Deutschland gab so auch auf der Anzeigetafel den Takt vor, beim 11:6 (13.) durch Jannik Kohlbacher wuchs der Vorsprung erstmals auf fünf Treffer an. Gislason klatschte an der Seite eifrig Beifall und brachte im ersten Abschnitt auch Grgic. Der Youngster, die Überraschung in Gislasons Olympia-Kader, war in seinem erst zweiten Länderspiel als Ersatz des zunächst glücklosen Julian Köster ein belebendes Element - kurz vor der Pause erzielte der 20-Jährige vom Siebenstrich sein erstes Länderspieltor zum 18:14 (28.).
Den Franzosen, denen ohne ihren am Daumen verletzten Superstar Dika Mem deutlich mehr technische Fehler unterliefen, steigerten sich nach dem Seitenwechsel allerdings.
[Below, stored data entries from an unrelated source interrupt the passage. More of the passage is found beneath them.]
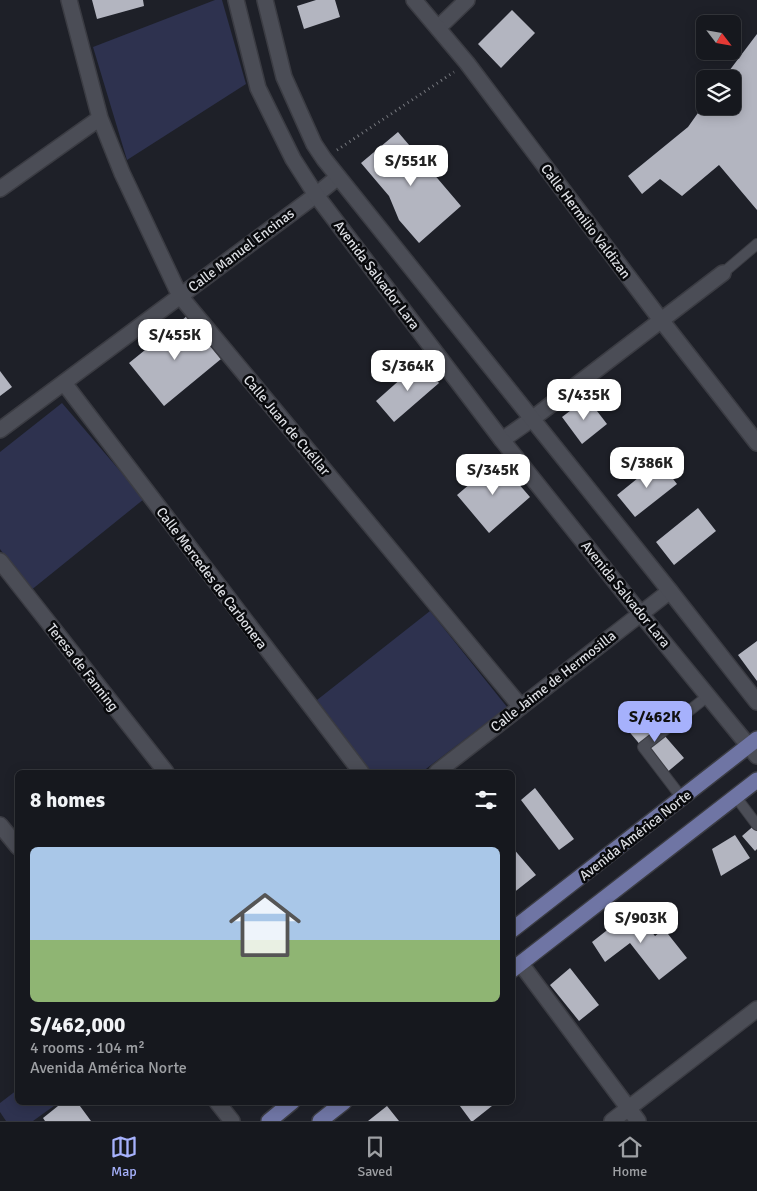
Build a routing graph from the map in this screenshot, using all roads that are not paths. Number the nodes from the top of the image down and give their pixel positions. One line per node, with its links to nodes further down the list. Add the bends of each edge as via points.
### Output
1 (69, 0): 7 (street, Calle Juan de Cuéllar)
2 (236, 0): 10 (street, Avenida Salvador Lara, via 258,88)
3 (265, 0): 8 (street, Avenida Salvador Lara, via 284,77 314,144)
4 (414, 0): 6 (street, Calle Hermilio Valdizan)
5 (467, 0): 6 (street)
6 (438, 28): 14 (street, Calle Hermilio Valdizan)
7 (100, 118): 9 (street); 13 (street, Calle Juan de Cuéllar)
8 (338, 177): 10 (street, Calle Manuel Encinas); 16 (street, Avenida Salvador Lara)
9 (0, 189)
10 (316, 194): 13 (street, Calle Manuel Encinas); 18 (street, Avenida Salvador Lara)
11 (757, 244): 12 (lane)
12 (723, 273): 14 (street)
13 (180, 296): 15 (street, Calle Manuel Encinas); 25 (street, Calle Juan de Cuéllar)
14 (661, 320): 16 (street); 19 (street, Calle Hermilio Valdizan)
15 (64, 383): 17 (street, Calle Manuel Encinas); 28 (street, Calle Mercedes de Carbonera)
16 (532, 419): 18 (street); 21 (street, Avenida Salvador Lara)
17 (0, 430)
18 (502, 440): 22 (street, Avenida Salvador Lara)
19 (757, 443)
20 (0, 561): 27 (street, Teresa de Fanning)
21 (670, 591): 22 (street, Calle Jaime de Hermosilla); 24 (street, Avenida Salvador Lara)
22 (640, 613): 23 (street, Avenida Salvador Lara); 25 (street, Calle Jaime de Hermosilla)
23 (708, 696): 26 (street, Avenida Salvador Lara); 32 (lane, via 643,747)
24 (757, 702)
25 (521, 706): 29 (street, Calle Jaime de Hermosilla)
26 (754, 747): 32 (main road, Avenida América Norte)
27 (164, 770)
28 (359, 770)
29 (440, 770)
30 (757, 780): 31 (main road)
31 (736, 797): 34 (lane); 37 (main road)
32 (682, 798): 36 (main road, Avenida América Norte)
33 (0, 825): 35 (street)
34 (757, 825)
35 (15, 843)
36 (515, 928)
37 (517, 967): 42 (street)
38 (757, 1009): 42 (street)
39 (219, 1105): 43 (street)
40 (288, 1105): 44 (main road)
41 (340, 1105): 45 (main road)
42 (628, 1108): 46 (street); 47 (street)
43 (232, 1121)
44 (269, 1121)
45 (320, 1121)
46 (612, 1121)
47 (638, 1121)

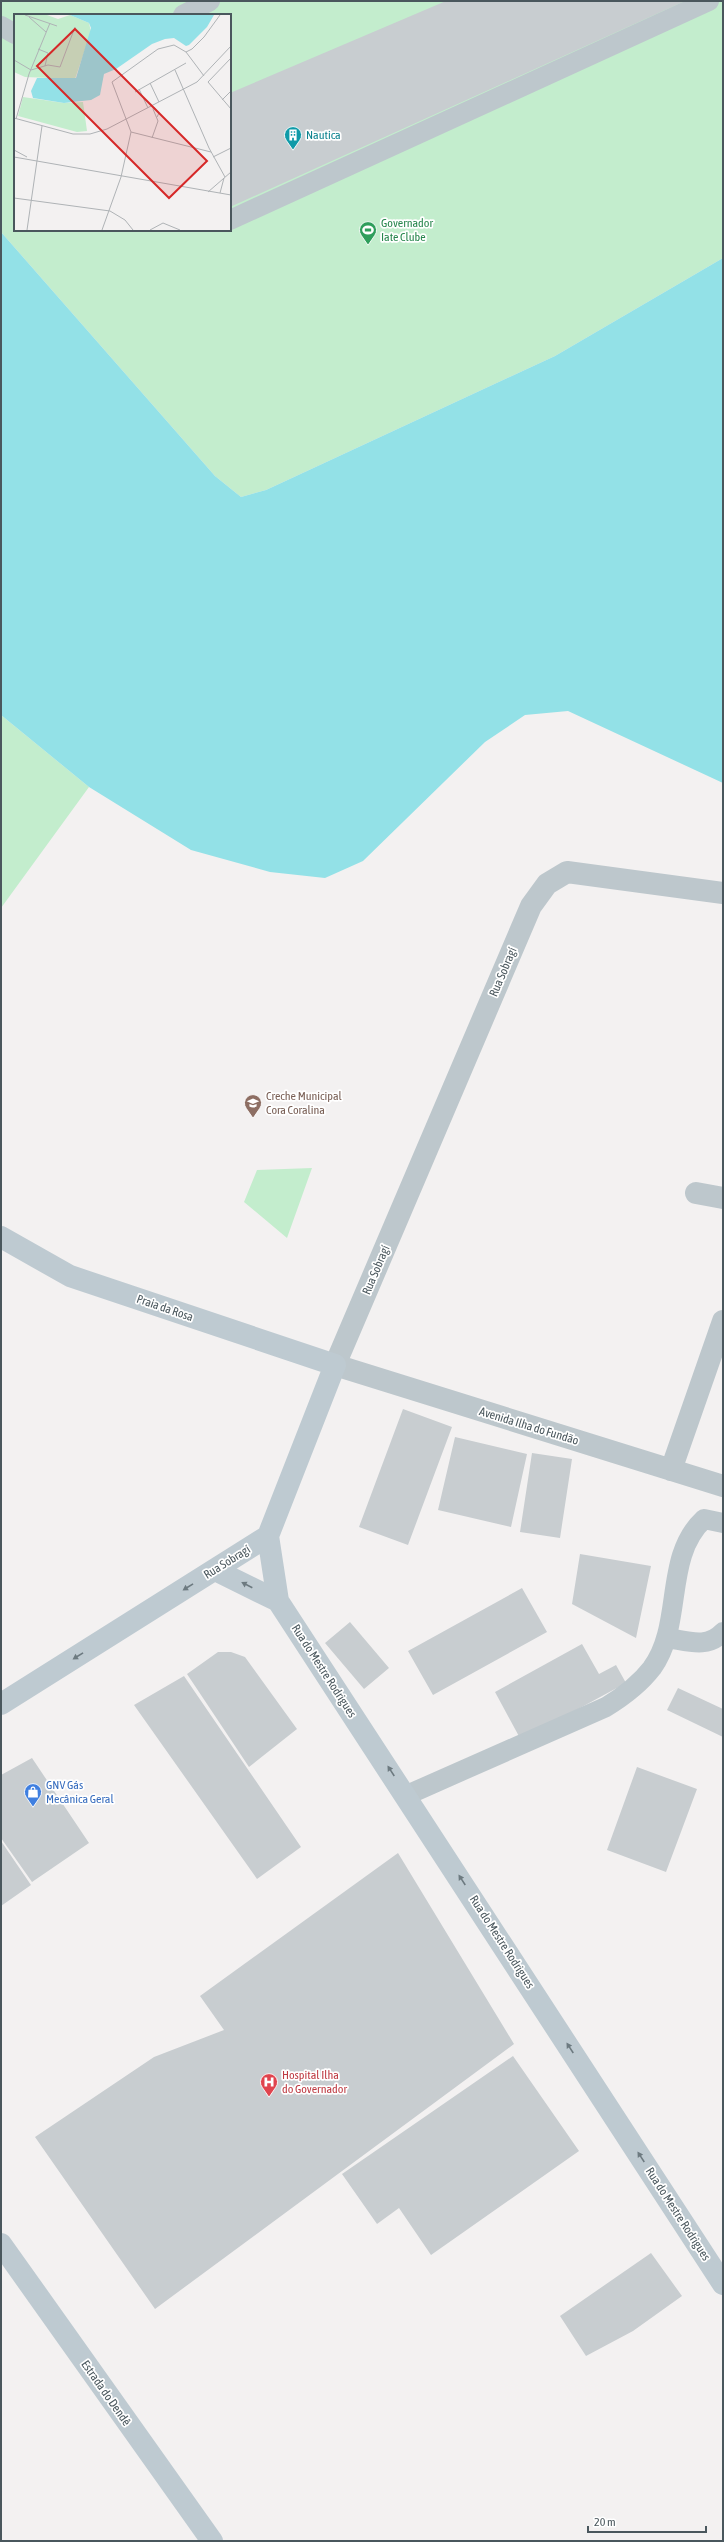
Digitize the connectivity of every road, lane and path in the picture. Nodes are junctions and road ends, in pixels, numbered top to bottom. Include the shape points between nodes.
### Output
1 (210, 1) edge
2 (709, 1) edge
3 (185, 14) edge
4 (1, 26) edge
5 (14, 33) edge
6 (231, 220) edge
7 (723, 893) edge
8 (696, 1193) dead end
9 (723, 1198) edge
10 (1, 1237) edge
11 (723, 1321) edge
12 (336, 1366) junction
13 (671, 1470) junction
14 (723, 1486) edge
15 (723, 1523) edge
16 (268, 1536) junction
17 (216, 1570) junction
18 (278, 1601) junction
19 (723, 1632) edge
20 (667, 1638) junction
21 (1, 1704) edge
22 (407, 1795) junction
23 (1, 2244) edge
24 (723, 2284) edge
25 (212, 2541) edge

1 - 3 lane
2 - 6 lane
4 - 5 lane
7 - 12 street, Rua Sobragí via 567,872 547,884 531,906
8 - 9 street
10 - 12 street, Praia da Rosa via 70,1276
11 - 13 street
12 - 13 street, Avenida Ilha do Fundão
12 - 16 street, Rua Sobragí
13 - 14 street, Avenida Ilha do Fundão
15 - 20 lane via 704,1520 694,1529 684,1549
16 - 17 street, Rua Sobragí
16 - 18 street, Rua do Mestre Rodrigues
18 -> 17 street, Rua do Mestre Rodrigues
17 -> 21 street, Rua Sobragí
22 -> 18 street, Rua do Mestre Rodrigues
19 - 20 lane via 704,1644
20 - 22 lane via 653,1667 634,1690 606,1707
24 -> 22 street, Rua do Mestre Rodrigues
23 - 25 street, Estrada do Dendê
Das Spiel war nun umkämpfter und deutlich enger. Shootingstar Späth, der Wolff im zweiten Abschnitt ersetzte, peitschte das Publikum mit einigen Paraden an. Und nicht zuletzt Grgic trug mit einem weiteren Tor mit dazu bei, dass Deutschland sich vor der Crunchtime einen Drei-Tore-Vorsprung erarbeitete.
Die Frauen wollten die klare Niederlage gegen Brasilien derweil nicht überbewerten. "Wir machen uns keine Sorgen", versicherte Gaugisch, nachdem sein Team in der Abwehr viel zu oft einen Schritt zu spät gekommen war. Anführerin Emily Bölk sagte: "Das müssen wir uns anschauen."
Beide Teams erhalten nun noch einige Tage Auszeit, ehe am Ende der kommenden Woche der Feinschliff für das Olympia-Abenteuer erfolgt. In Stuttgart treffen am 19. Juli sowohl Gaugischs als auch Gislasons Team auf Ungarn, am 21. Juli folgt an selber Stelle die Generalprobe - die Männer bekommen es mit Vorrundengegner Japan, die Frauen erneut mit Brasilien zu tun.